# Your goal:
Check the listing below for lines with the word "Мусукаева" and say how many there are, with nothing but the number.

##############################

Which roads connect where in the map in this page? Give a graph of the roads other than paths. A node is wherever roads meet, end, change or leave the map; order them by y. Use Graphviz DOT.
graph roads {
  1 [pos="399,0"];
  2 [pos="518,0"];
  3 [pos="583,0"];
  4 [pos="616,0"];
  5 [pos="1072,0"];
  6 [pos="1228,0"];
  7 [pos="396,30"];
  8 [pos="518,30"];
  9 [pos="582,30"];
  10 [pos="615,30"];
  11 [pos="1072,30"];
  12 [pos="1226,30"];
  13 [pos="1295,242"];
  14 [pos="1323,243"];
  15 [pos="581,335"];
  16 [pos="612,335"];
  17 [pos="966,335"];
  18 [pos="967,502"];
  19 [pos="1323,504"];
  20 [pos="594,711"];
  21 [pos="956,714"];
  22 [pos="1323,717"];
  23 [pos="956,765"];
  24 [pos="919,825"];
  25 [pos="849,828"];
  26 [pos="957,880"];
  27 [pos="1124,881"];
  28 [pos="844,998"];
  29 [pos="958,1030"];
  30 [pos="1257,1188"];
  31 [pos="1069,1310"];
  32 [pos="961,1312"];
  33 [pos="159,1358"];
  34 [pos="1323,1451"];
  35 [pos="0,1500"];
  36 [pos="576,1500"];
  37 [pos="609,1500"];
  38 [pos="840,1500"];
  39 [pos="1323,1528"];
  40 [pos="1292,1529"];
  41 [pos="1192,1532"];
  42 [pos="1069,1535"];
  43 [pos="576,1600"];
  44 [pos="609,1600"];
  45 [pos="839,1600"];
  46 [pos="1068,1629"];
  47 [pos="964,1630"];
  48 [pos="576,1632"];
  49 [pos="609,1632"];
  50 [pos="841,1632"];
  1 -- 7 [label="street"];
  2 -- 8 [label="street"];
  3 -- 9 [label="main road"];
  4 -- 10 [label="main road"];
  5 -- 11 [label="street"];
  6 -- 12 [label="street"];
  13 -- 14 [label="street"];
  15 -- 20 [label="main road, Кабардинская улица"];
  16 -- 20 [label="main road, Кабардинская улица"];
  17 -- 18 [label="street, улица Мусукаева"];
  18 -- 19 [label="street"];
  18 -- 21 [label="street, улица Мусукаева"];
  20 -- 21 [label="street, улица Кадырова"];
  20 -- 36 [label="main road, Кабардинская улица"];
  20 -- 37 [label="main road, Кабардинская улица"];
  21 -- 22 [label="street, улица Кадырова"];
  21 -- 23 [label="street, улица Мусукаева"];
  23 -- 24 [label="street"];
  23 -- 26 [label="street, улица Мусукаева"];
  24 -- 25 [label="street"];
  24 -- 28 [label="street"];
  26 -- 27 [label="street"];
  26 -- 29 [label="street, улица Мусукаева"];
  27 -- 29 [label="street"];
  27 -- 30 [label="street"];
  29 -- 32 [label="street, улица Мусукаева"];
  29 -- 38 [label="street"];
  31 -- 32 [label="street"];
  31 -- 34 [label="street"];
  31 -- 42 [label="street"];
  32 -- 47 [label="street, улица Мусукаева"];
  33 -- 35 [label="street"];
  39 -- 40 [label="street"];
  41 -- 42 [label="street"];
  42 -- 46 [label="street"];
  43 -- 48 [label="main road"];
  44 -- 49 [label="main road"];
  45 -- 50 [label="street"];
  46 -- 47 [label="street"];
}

##############################

# Reply:
7